# Old Mill in Leek, Staffordshire -August, 2009



## Lightbuoy (Dec 2, 2009)

Passed this on the way back from a trip "up North"



































































Some news on possible re-development can be found in the below linky.....

http://www.thisisstaffordshire.co.u...hotel-plan/article-706018-detail/article.html

Has anyone had a sneaky butchers inside here?

Hope that you found the photos of interest


----------



## Gangeox (Dec 2, 2009)

Looks a great place, had a gander a couple of months ago, tight as a nun's chuff but may have changed since


----------



## ThenewMendoza (Dec 3, 2009)

It's Big Mill, Saul_Son did it a few years back.

M


----------



## Trinpaul (Dec 5, 2009)

Lovely looking place  I'm trying to visualise an old milling town where you would have had 8-12 mills...........would you have been able to see the sun?


----------



## Lightbuoy (Dec 5, 2009)

Trinpaul said:


> Lovely looking place  I'm trying to visualise an old milling town where you would have had 8-12 mills...........would you have been able to see the sun?

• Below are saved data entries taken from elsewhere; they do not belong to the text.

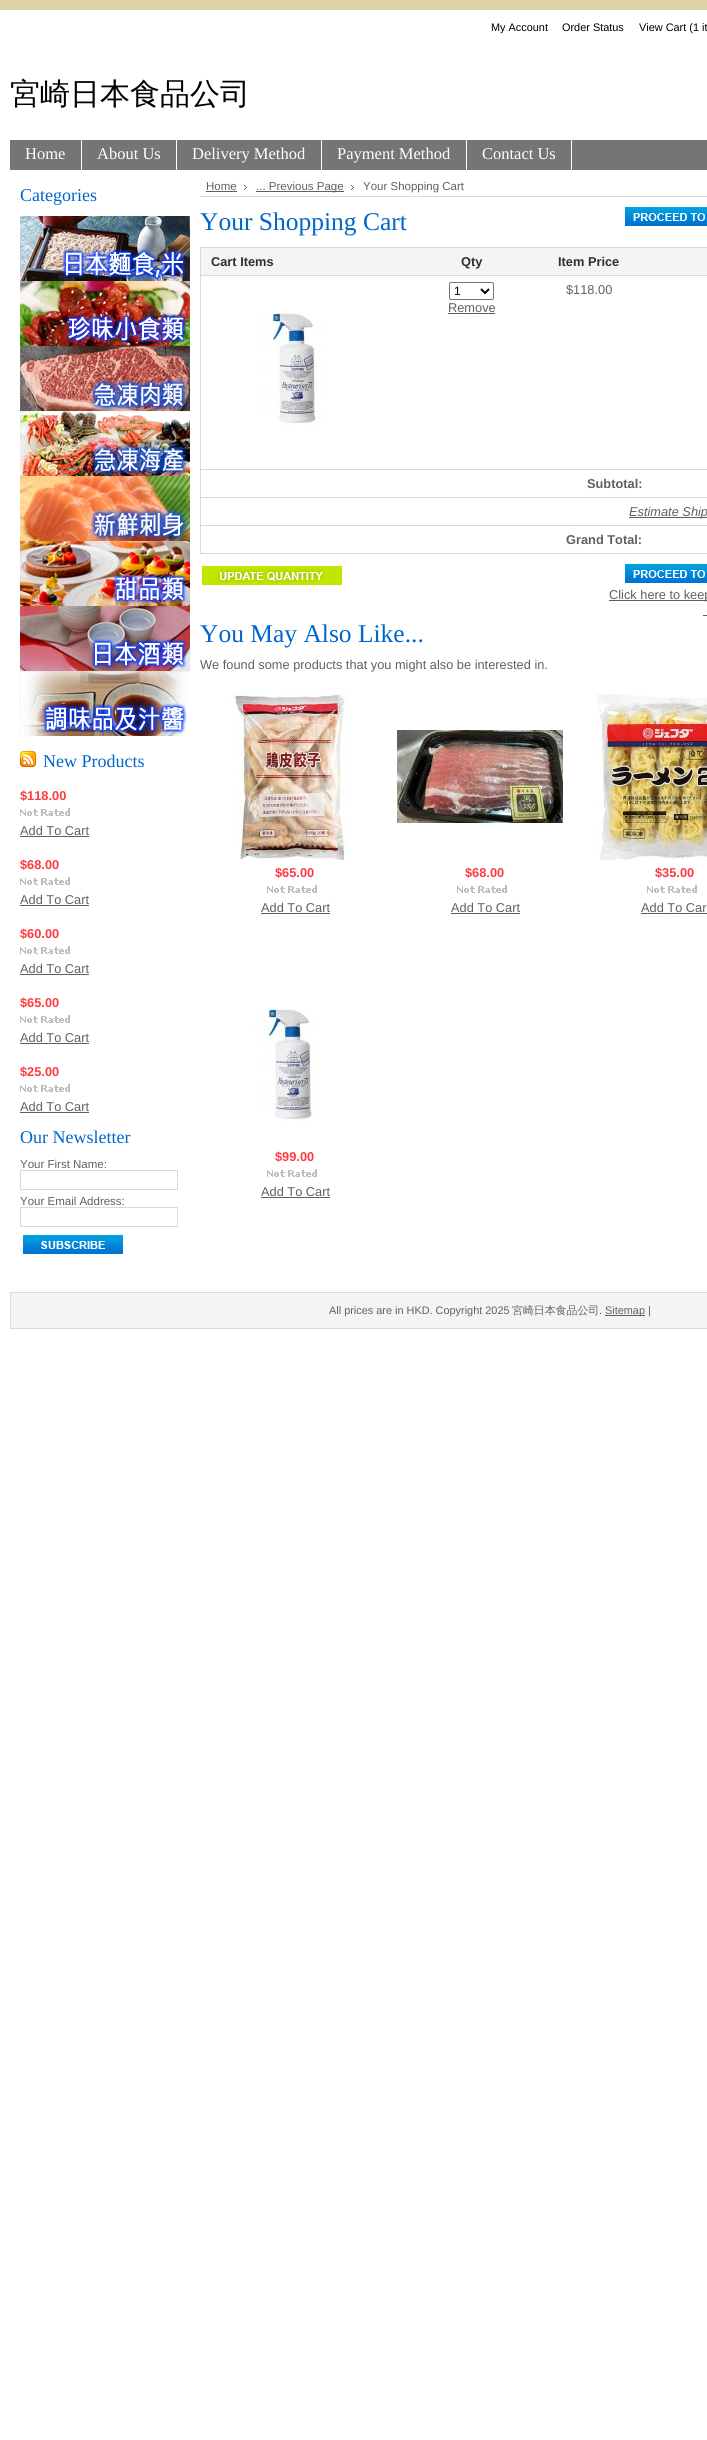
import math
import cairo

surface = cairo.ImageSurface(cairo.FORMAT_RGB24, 707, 2440)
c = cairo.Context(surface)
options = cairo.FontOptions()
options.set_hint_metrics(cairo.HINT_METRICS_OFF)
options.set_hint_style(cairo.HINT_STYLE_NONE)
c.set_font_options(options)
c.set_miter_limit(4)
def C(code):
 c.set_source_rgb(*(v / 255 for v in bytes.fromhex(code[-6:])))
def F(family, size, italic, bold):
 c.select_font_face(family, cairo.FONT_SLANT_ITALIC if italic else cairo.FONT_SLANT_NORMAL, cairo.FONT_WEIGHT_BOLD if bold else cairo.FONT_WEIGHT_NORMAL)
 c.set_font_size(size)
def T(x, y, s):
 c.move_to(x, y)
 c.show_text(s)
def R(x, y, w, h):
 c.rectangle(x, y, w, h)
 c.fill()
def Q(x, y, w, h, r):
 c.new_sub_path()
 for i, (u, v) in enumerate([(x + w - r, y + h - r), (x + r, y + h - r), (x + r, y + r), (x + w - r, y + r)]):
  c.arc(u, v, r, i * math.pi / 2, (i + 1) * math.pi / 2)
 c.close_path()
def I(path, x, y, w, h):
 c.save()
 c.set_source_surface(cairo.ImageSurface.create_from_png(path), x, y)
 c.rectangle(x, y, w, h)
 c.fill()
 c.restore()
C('ffffff')
c.paint()
I('1.png',0,0,707,10)
F('Liberation Sans',10.9,0,0)
C('000000')
T(491,31,'My Account')
T(562,31,'Order Status')
T(639,31,'View Cart (1 it')
F('WenQuanYi Zen Hei Medium',30,0,0)
T(10,104,'宮崎日本食品公司')
C('757575')
R(10,140,697,30)
C('ffffff')
R(81,140,1,30)
F('Liberation Serif',16.5,0,0)
T(25,159,'Home')
R(176,140,1,30)
T(97,159,'About Us')
R(321,140,1,30)
T(192,159,'Delivery Method')
R(466,140,1,30)
T(337,159,'Payment Method')
R(571,140,1,30)
T(482,159,'Contact Us')
F('Liberation Serif',18,0,0)
C('0066cc')
T(20,201,'Categories')
I('2.png',20,216,170,65)
I('3.png',20,281,170,65)
I('4.png',20,346,170,65)
I('5.png',20,411,170,65)
I('6.png',20,476,170,65)
I('7.png',20,541,170,65)
I('8.png',20,606,170,65)
I('9.png',20,671,170,65)
I('10.png',20,751,16,16)
T(43,767,'New Products')
F('Liberation Sans',12.8,0,1)
C('ff3941')
T(20,800,'$118.00')
I('11.png',20,808,50,8)
F('Liberation Sans',12.8,0,0)
C('606060')
T(20,835,'Add To Cart')
R(20,836,69,1)
F('Liberation Sans',12.8,0,1)
C('ff3941')
T(20,869,'$68.00')
I('11.png',20,877,50,8)
F('Liberation Sans',12.8,0,0)
C('606060')
T(20,904,'Add To Cart')
R(20,905,69,1)
F('Liberation Sans',12.8,0,1)
C('ff3941')
T(20,938,'$60.00')
I('11.png',20,946,50,8)
F('Liberation Sans',12.8,0,0)
C('606060')
T(20,973,'Add To Cart')
R(20,974,69,1)
F('Liberation Sans',12.8,0,1)
C('ff3941')
T(20,1007,'$65.00')
I('11.png',20,1015,50,8)
F('Liberation Sans',12.8,0,0)
C('606060')
T(20,1042,'Add To Cart')
R(20,1043,69,1)
F('Liberation Sans',12.8,0,1)
C('ff3941')
T(20,1076,'$25.00')
I('11.png',20,1084,50,8)
F('Liberation Sans',12.8,0,0)
C('606060')
T(20,1111,'Add To Cart')
R(20,1112,69,1)
F('Liberation Serif',18,0,0)
C('0066cc')
T(20,1143,'Our Newsletter')
F('Liberation Sans',11.5,0,0)
C('606060')
T(20,1168,'Your First Name:')
c.rectangle(20.5,1170.5,157,19)
C('dadada')
c.set_line_width(1)
c.stroke()
C('606060')
T(20,1205,'Your Email Address:')
c.rectangle(20.5,1207.5,157,19)
C('dadada')
c.stroke()
I('12.png',23,1235,100,19)
R(200,196,507,1)
C('606060')
T(206,190,'Home')
R(206,191,31,1)
I('13.png',244,185,3,5)
R(256,191,88,1)
T(256,190,'... Previous Page')
I('13.png',351,185,3,5)
T(363,190,'Your Shopping Cart')
F('Liberation Serif',25.5,0,0)
C('0066cc')
T(200,230,'Your Shopping Cart')
I('14.png',625,207,82,19)
c.rectangle(200.5,247.5,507,306)
C('dadada')
c.stroke()
C('f4f4f4')
R(201,248,506,27)
C('dadada')
R(201,275,506,1)
F('Liberation Sans',12.8,0,1)
C('2f2f2f')
T(211,266,'Cart Items')
T(461,266,'Qty')
T(558,266,'Item Price')
Q(449.5,282.5,44,17,1.5)
C('767676')
c.stroke()
c.new_path()
c.move_to(481,289)
c.line_to(485,293)
c.line_to(489,289)
C('000000')
c.set_line_width(2)
c.stroke()
F('Liberation Sans',12,0,0)
T(454,295,'1')
F('Liberation Sans',12.8,0,0)
C('606060')
T(448,312,'Remove')
R(448,313,47,1)
T(566,294,'$118.00')
I('15.png',259,313,64,113)
C('dadada')
R(201,469,506,1)
F('Liberation Sans',12.8,0,1)
C('606060')
T(587,488,'Subtotal:')
C('dadada')
R(201,497,506,1)
C('606060')
R(629,517,78,1)
F('Liberation Sans',12.8,1,0)
T(629,516,'Estimate Ship')
C('dadada')
R(201,525,506,1)
F('Liberation Sans',12.8,0,1)
C('606060')
T(566,544,'Grand Total:')
I('16.png',202,566,140,19)
I('14.png',625,564,82,19)
R(609,600,98,1)
F('Liberation Sans',12.8,0,0)
T(609,599,'Click here to keep')
R(703,615,4,1)
F('Liberation Serif',25.5,0,0)
C('0066cc')
T(200,642,'You May Also Like...')
F('Liberation Sans',12.8,0,0)
C('606060')
T(200,669,'We found some products that you might also be interested in.')
I('17.png',231,694,120,166)
F('Liberation Sans',12.8,0,1)
C('ff3941')
T(275,877,'$65.00')
I('11.png',267,885,50,8)
F('Liberation Sans',12.8,0,0)
C('606060')
T(261,912,'Add To Cart')
R(261,913,69,1)
I('18.png',397,730,166,93)
F('Liberation Sans',12.8,0,1)
C('ff3941')
T(465,877,'$68.00')
I('11.png',457,885,50,8)
F('Liberation Sans',12.8,0,0)
C('606060')
T(451,912,'Add To Cart')
R(451,913,69,1)
I('19.png',597,694,110,166)
F('Liberation Sans',12.8,0,1)
C('ff3941')
T(655,877,'$35.00')
I('11.png',647,885,50,8)
F('Liberation Sans',12.8,0,0)
C('606060')
T(641,912,'Add To Car')
R(641,913,66,1)
I('15.png',255,1009,64,113)
F('Liberation Sans',12.8,0,1)
C('ff3941')
T(275,1161,'$99.00')
I('11.png',267,1169,50,8)
F('Liberation Sans',12.8,0,0)
C('606060')
T(261,1196,'Add To Cart')
R(261,1197,69,1)
C('f4f4f4')
c.rectangle(10.5,1292.5,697,36)
c.fill_preserve()
C('dadada')
c.set_line_width(1)
c.stroke()
F('Liberation Sans',10.9,0,0)
C('606060')
T(329,1314,'All prices are in HKD. Copyright 2025')
F('WenQuanYi Zen Hei Medium',10.9,0,0)
T(512,1314,'宮崎日本食品公司')
F('Liberation Sans',10.9,0,0)
T(599,1314,'.')
R(605,1315,40,1)
T(605,1314,'Sitemap |')
surface.write_to_png('o.png')
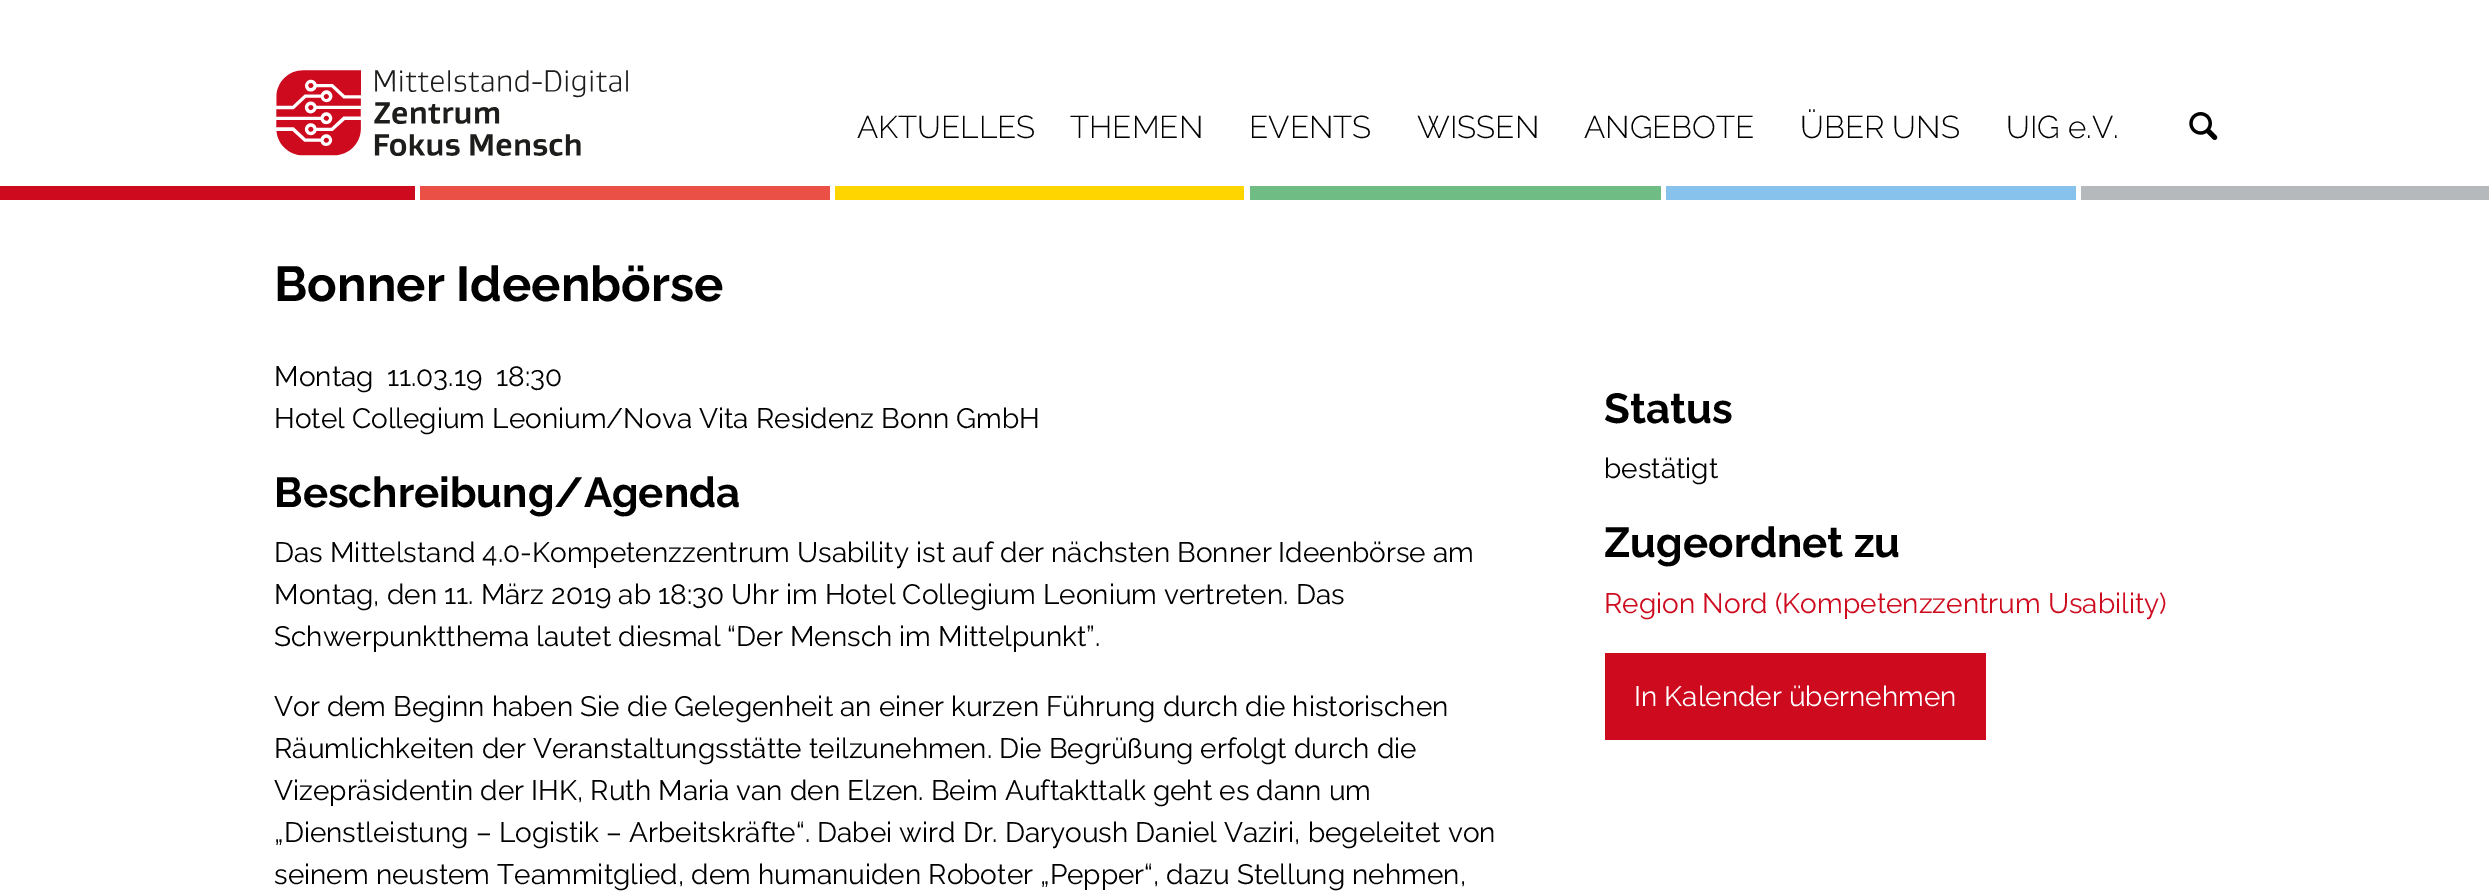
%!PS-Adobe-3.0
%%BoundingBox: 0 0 2489 893
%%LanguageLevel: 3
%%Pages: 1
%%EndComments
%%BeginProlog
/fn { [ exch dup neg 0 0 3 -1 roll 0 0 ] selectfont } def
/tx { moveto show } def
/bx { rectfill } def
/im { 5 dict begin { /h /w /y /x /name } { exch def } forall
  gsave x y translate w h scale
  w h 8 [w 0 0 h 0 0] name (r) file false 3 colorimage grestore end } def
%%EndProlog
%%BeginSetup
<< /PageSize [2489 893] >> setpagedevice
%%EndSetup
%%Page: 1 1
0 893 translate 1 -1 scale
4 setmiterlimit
1 setgray
0 0 2489 893 bx
(image0.raw) 276 70 352 86 im
/Raleway-Light 31.5 fn
0 setgray
(AKTUELLES) 857 138 tx
(THEMEN) 1070 138 tx
(EVENTS) 1249 138 tx
(WISSEN) 1417 138 tx
(ANGEBOTE) 1584 138 tx
(ÜBER UNS) 1800 138 tx
(UIG e.V.) 2006 138 tx
(image1.raw) 2189 112 29 28 im
0.804 0.039 0.118 setrgbcolor
0 186 415 14 bx
0.918 0.314 0.271 setrgbcolor
420 186 410 14 bx
1 0.835 0 setrgbcolor
835 186 409 14 bx
0.435 0.737 0.522 setrgbcolor
1250 186 411 14 bx
0.525 0.761 0.922 setrgbcolor
1666 186 410 14 bx
0.71 0.725 0.737 setrgbcolor
2081 186 408 14 bx
/Raleway-Bold 49 fn
0 setgray
(Bonner Ideenbörse) 274 301 tx
/Raleway-Regular 28 fn
(Montag) 274 386 tx
(11.03.19) 387 386 tx
(18:30) 496 386 tx
(Hotel Collegium Leonium/Nova Vita Residenz Bonn GmbH) 274 428 tx
/Raleway-Bold 42 fn
(Beschreibung/Agenda) 274 507 tx
/Raleway-Regular 28 fn
(Das Mittelstand 4.0-Kompetenzzentrum Usability ist auf der nächsten Bonner Ideenbörse am) 274 562 tx
(Montag, den 11. März 2019 ab 18:30 Uhr im Hotel Collegium Leonium vertreten. Das) 274 604 tx
(Schwerpunktthema lautet diesmal “Der Mensch im Mittelpunkt”.) 274 646 tx
(Vor dem Beginn haben Sie die Gelegenheit an einer kurzen Führung durch die historischen) 274 716 tx
(Räumlichkeiten der Veranstaltungsstätte teilzunehmen. Die Begrüßung erfolgt durch die) 274 758 tx
(Vizepräsidentin der IHK, Ruth Maria van den Elzen. Beim Auftakttalk geht es dann um) 274 800 tx
(„Dienstleistung – Logistik – Arbeitskräfte“. Dabei wird Dr. Daryoush Daniel Vaziri, begeleitet von) 274 842 tx
(seinem neustem Teammitglied, dem humanuiden Roboter „Pepper“, dazu Stellung nehmen,) 274 884 tx
/Raleway-Bold 42 fn
(Status) 1604 423 tx
/Raleway-Regular 28 fn
(bestätigt) 1604 478 tx
/Raleway-Bold 42 fn
(Zugeordnet zu) 1604 557 tx
/Raleway-Regular 28 fn
0.804 0.039 0.118 setrgbcolor
(Region Nord \(Kompetenzzentrum Usability\)) 1604 613 tx
1605 653 381 87 bx
1 setgray
(In Kalender übernehmen) 1634 706 tx
showpage
%%EOF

On the odd occasion when the sun does shine here, I reckon it would've been rather hazy. I believe that the boilers would've only been put out once a year, for about one week, when the Factories, Mills etc. closed for the Summer. This allowed any major repairs to be done to associated engines and machinery powered by the boilers. The Clean Air Act, 1956.....[ame="http://en.wikipedia.org/wiki/Clean_Air_Act_1956"]http://en.wikipedia.org/wiki/Clean_Air_Act_1956[/ame] and other subsequent Laws eventually erradicated the smogs.


----------